**Exercise prompt:**
A single number is the answer: the count of lines in the records that hold the word "Estate".

**Records shown:**
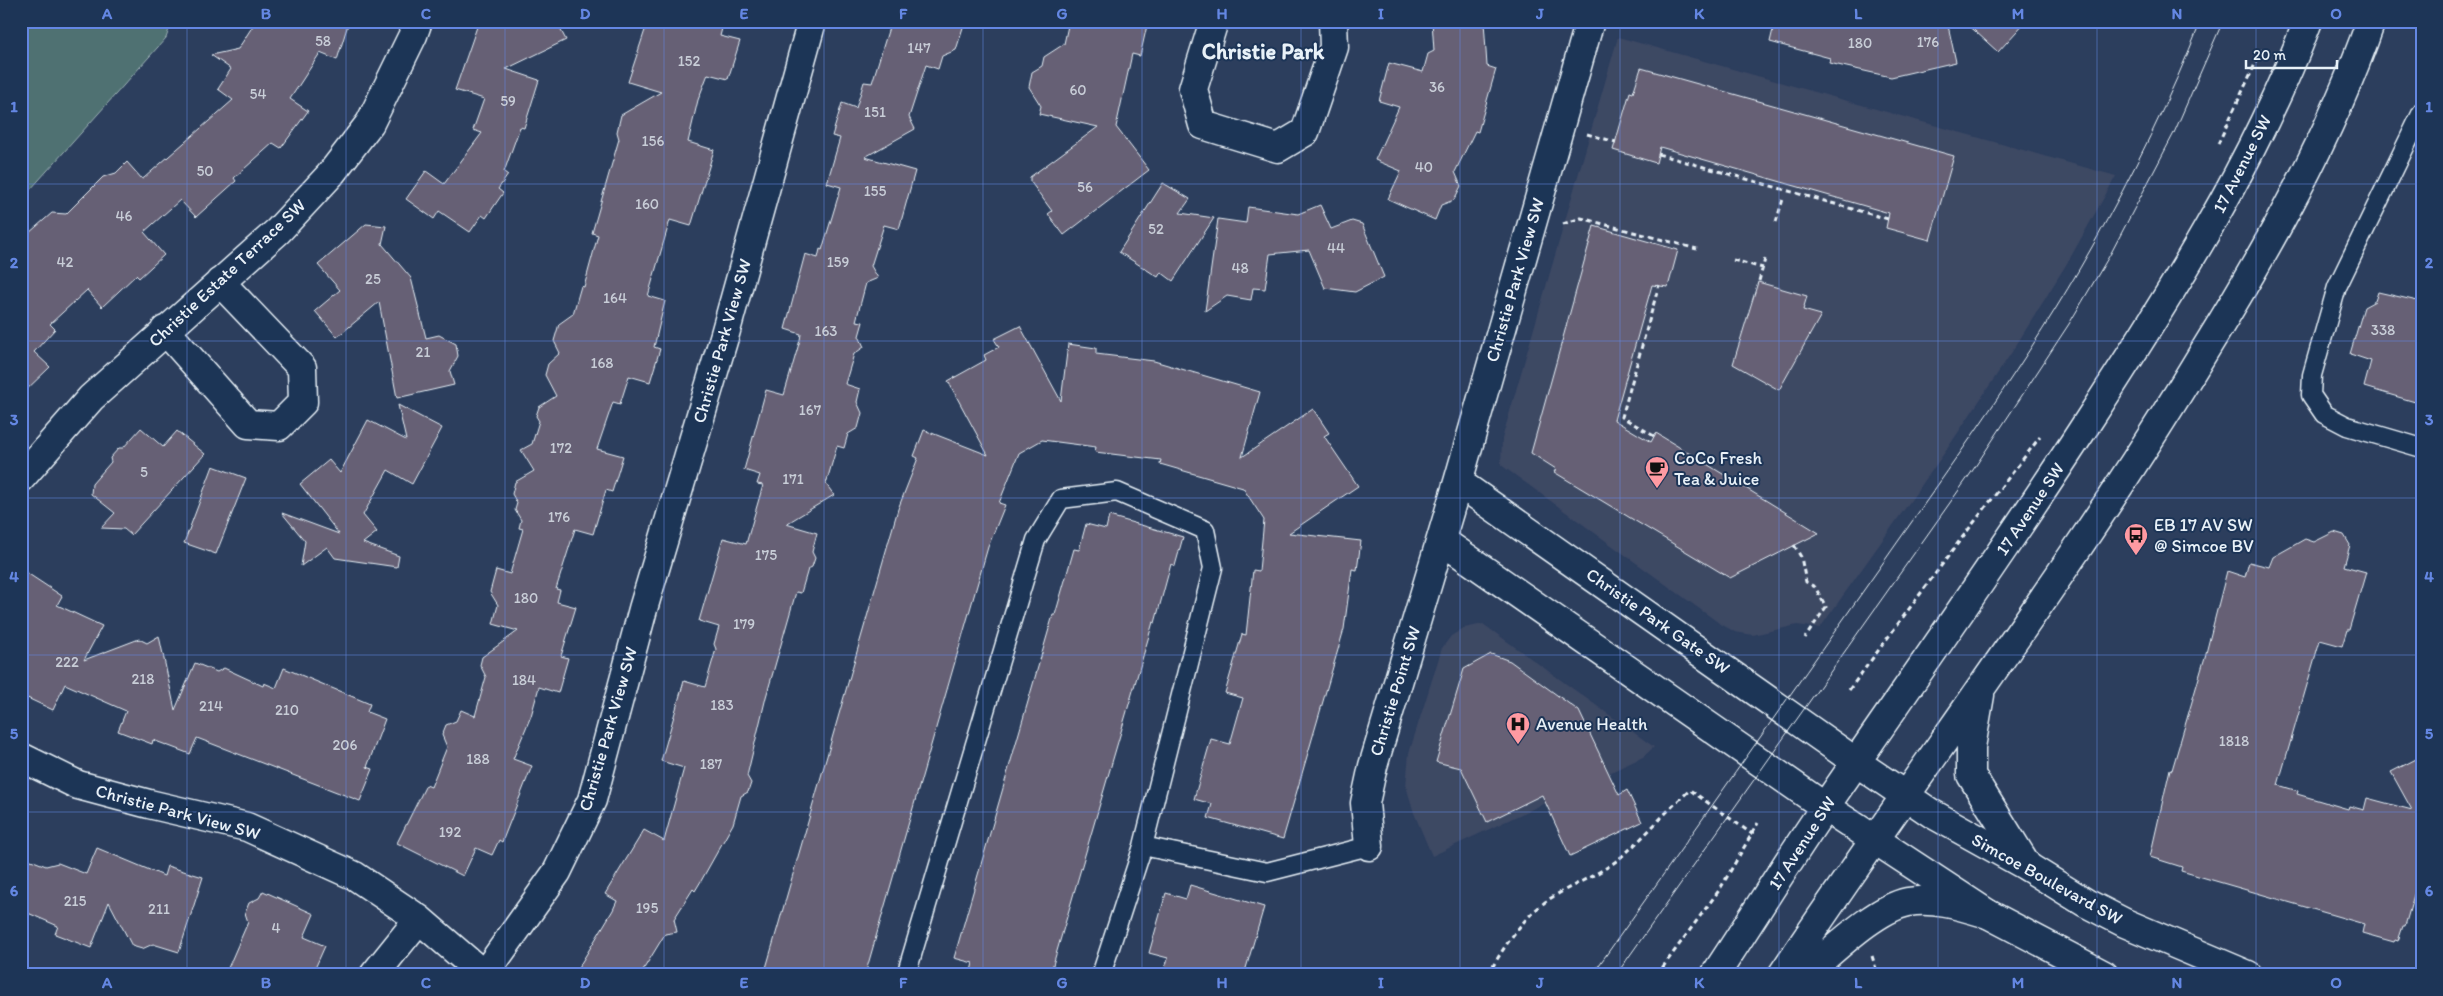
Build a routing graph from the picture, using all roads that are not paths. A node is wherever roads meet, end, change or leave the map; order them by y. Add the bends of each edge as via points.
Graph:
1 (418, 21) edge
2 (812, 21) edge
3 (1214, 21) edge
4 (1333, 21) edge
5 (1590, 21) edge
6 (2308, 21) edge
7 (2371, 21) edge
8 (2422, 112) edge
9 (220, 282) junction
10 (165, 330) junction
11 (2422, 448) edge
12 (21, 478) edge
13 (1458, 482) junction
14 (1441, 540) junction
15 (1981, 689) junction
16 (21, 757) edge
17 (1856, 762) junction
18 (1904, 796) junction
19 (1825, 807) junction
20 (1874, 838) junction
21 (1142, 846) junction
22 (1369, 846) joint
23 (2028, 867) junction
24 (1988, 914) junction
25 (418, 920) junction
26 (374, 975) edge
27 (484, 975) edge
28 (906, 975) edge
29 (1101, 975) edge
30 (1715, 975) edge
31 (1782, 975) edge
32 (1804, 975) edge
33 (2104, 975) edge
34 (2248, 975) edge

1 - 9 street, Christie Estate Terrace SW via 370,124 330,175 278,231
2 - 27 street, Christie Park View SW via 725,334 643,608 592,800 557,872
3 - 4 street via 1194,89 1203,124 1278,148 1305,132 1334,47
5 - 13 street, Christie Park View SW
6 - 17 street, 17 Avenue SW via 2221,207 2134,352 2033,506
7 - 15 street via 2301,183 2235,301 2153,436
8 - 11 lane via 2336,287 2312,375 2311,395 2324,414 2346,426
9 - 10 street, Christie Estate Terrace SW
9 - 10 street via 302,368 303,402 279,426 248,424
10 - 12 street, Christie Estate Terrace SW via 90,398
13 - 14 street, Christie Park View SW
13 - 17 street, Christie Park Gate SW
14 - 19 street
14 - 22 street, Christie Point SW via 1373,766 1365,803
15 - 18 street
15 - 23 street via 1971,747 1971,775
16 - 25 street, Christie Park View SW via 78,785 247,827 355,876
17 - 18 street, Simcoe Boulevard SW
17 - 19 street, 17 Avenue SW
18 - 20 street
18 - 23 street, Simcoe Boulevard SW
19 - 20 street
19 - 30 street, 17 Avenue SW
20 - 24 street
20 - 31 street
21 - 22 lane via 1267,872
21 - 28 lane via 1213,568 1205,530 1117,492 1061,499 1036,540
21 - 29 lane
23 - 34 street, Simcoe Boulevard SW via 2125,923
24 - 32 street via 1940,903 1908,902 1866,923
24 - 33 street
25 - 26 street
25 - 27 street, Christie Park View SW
* * *
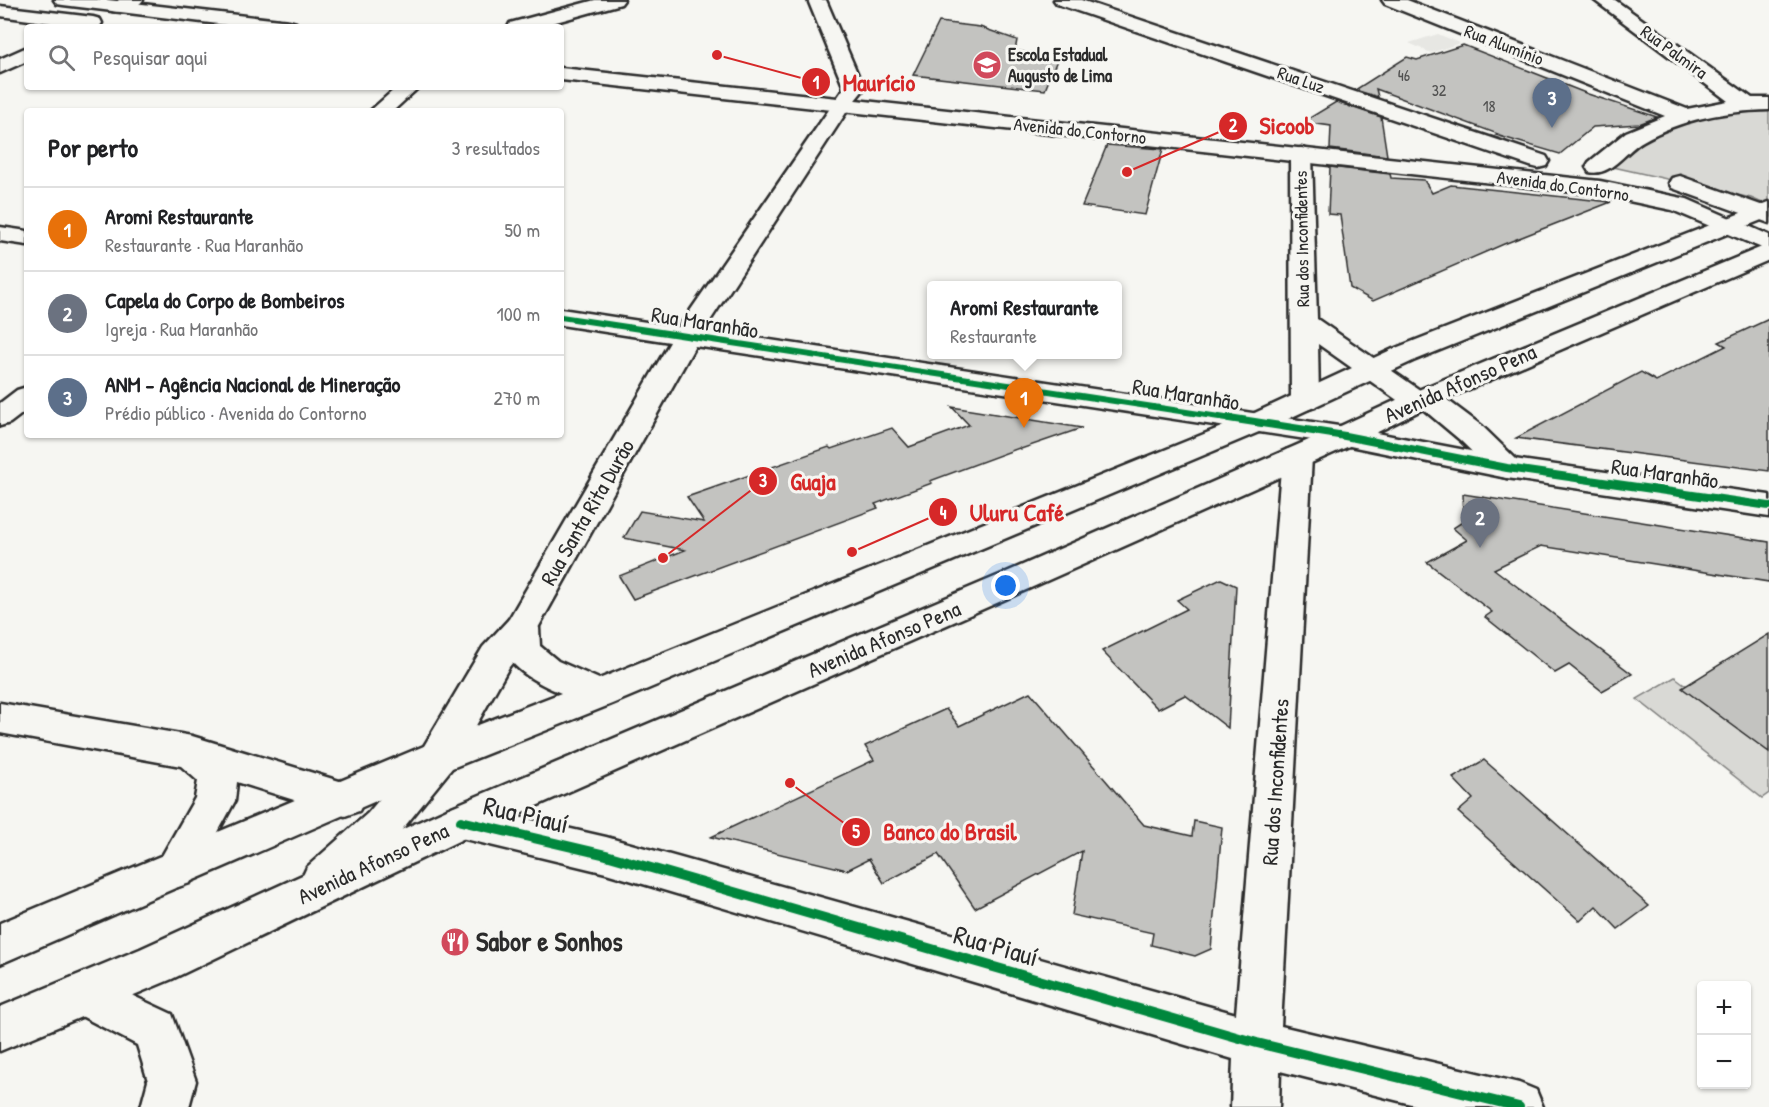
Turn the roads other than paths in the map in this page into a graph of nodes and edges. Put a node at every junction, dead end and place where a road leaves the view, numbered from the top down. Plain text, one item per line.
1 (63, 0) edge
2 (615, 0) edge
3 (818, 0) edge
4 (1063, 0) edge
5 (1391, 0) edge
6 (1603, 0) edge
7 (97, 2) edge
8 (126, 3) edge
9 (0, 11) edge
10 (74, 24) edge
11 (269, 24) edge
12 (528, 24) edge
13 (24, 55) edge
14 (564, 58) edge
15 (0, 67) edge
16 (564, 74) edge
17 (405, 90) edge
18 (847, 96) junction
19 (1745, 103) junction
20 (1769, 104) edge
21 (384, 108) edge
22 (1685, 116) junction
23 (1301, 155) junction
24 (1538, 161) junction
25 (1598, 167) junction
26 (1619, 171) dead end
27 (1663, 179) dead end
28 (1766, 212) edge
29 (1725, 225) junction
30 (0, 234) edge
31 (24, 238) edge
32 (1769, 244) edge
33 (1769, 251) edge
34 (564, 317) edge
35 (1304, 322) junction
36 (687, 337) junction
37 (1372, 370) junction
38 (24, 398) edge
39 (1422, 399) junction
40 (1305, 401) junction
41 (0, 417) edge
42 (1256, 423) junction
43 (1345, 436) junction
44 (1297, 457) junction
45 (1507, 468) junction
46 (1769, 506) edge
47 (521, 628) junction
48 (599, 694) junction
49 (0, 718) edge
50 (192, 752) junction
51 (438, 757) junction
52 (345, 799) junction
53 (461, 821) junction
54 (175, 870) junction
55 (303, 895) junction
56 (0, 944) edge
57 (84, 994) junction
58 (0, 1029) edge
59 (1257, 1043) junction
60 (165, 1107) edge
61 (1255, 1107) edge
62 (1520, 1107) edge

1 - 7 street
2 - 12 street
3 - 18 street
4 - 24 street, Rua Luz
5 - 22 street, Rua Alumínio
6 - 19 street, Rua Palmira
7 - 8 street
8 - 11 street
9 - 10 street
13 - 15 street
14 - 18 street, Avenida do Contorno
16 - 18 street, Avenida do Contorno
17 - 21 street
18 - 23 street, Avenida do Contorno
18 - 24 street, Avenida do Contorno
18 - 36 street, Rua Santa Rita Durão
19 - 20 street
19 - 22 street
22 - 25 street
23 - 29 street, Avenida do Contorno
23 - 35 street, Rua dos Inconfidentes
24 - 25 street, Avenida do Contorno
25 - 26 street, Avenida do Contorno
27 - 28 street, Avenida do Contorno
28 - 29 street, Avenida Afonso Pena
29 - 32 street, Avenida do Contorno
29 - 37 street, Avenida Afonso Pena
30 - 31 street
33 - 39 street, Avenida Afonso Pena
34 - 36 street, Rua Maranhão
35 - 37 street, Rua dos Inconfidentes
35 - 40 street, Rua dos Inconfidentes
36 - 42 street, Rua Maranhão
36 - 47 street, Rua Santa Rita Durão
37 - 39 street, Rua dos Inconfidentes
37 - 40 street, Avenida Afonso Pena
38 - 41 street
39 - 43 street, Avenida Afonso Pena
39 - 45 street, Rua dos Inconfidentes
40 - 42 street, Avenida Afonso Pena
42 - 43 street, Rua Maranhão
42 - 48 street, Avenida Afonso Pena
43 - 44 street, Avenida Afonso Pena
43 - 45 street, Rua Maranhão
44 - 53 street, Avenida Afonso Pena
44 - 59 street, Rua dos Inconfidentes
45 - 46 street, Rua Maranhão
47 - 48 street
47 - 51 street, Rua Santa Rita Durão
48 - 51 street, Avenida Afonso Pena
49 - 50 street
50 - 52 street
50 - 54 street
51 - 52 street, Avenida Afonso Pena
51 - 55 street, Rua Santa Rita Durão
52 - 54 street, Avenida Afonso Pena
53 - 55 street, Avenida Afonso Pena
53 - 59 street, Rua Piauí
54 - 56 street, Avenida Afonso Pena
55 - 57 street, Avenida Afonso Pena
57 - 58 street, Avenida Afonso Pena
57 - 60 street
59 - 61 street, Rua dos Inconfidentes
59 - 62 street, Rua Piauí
==
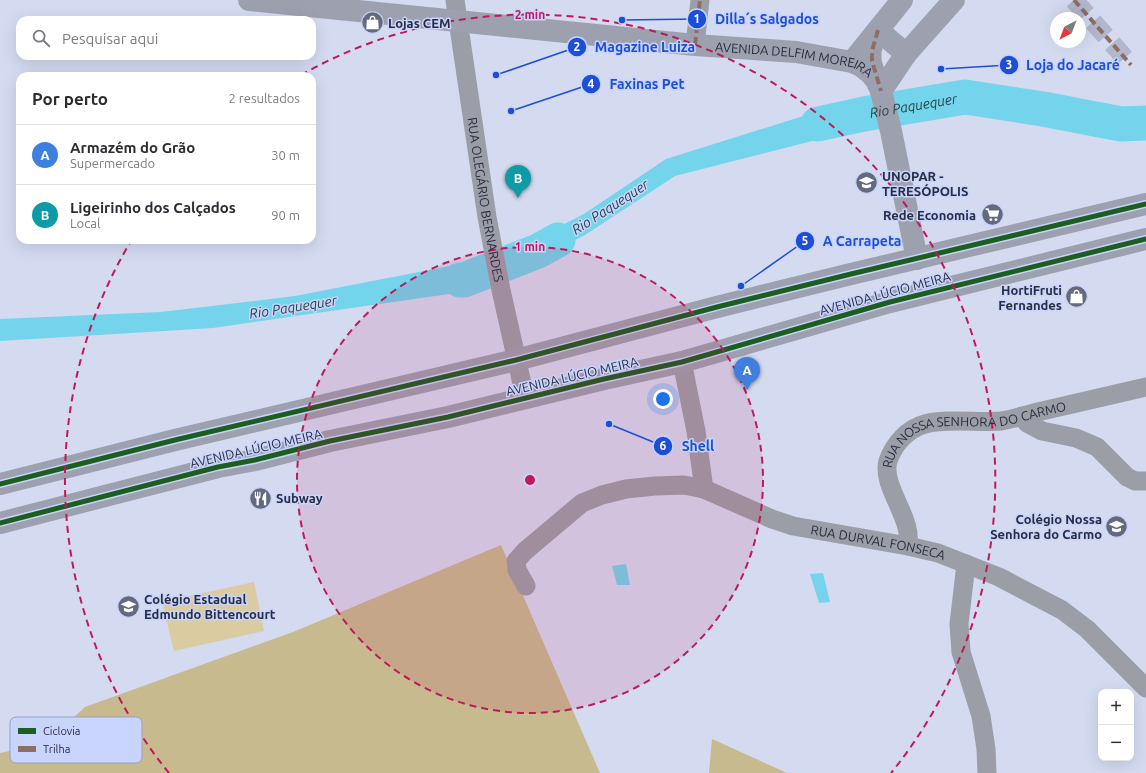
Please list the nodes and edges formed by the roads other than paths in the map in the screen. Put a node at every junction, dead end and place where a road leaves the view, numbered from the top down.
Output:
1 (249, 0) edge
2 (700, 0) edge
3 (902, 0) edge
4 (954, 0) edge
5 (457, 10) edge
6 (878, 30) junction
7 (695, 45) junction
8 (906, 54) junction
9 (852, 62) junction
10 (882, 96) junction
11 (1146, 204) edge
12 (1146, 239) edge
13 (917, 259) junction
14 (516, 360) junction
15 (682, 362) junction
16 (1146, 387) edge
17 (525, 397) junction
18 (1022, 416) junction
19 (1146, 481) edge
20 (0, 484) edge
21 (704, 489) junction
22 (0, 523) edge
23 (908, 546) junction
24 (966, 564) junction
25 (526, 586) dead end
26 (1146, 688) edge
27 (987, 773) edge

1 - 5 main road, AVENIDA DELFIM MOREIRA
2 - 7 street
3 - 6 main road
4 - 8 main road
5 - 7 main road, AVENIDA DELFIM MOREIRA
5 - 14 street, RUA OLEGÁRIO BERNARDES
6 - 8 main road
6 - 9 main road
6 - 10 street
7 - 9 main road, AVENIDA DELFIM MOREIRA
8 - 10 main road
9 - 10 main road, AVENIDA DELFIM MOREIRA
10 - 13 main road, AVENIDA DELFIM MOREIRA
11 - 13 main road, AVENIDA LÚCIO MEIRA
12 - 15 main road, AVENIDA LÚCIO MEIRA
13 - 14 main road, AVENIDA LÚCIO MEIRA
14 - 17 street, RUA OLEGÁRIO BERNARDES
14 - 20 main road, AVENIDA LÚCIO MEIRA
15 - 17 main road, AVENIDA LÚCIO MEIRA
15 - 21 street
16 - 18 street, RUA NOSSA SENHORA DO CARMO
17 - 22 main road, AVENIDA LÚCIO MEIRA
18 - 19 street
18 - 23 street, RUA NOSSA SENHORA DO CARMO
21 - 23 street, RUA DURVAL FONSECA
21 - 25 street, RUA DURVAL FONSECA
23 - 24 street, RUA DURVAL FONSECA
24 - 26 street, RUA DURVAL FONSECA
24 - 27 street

**Exercise solution:**
3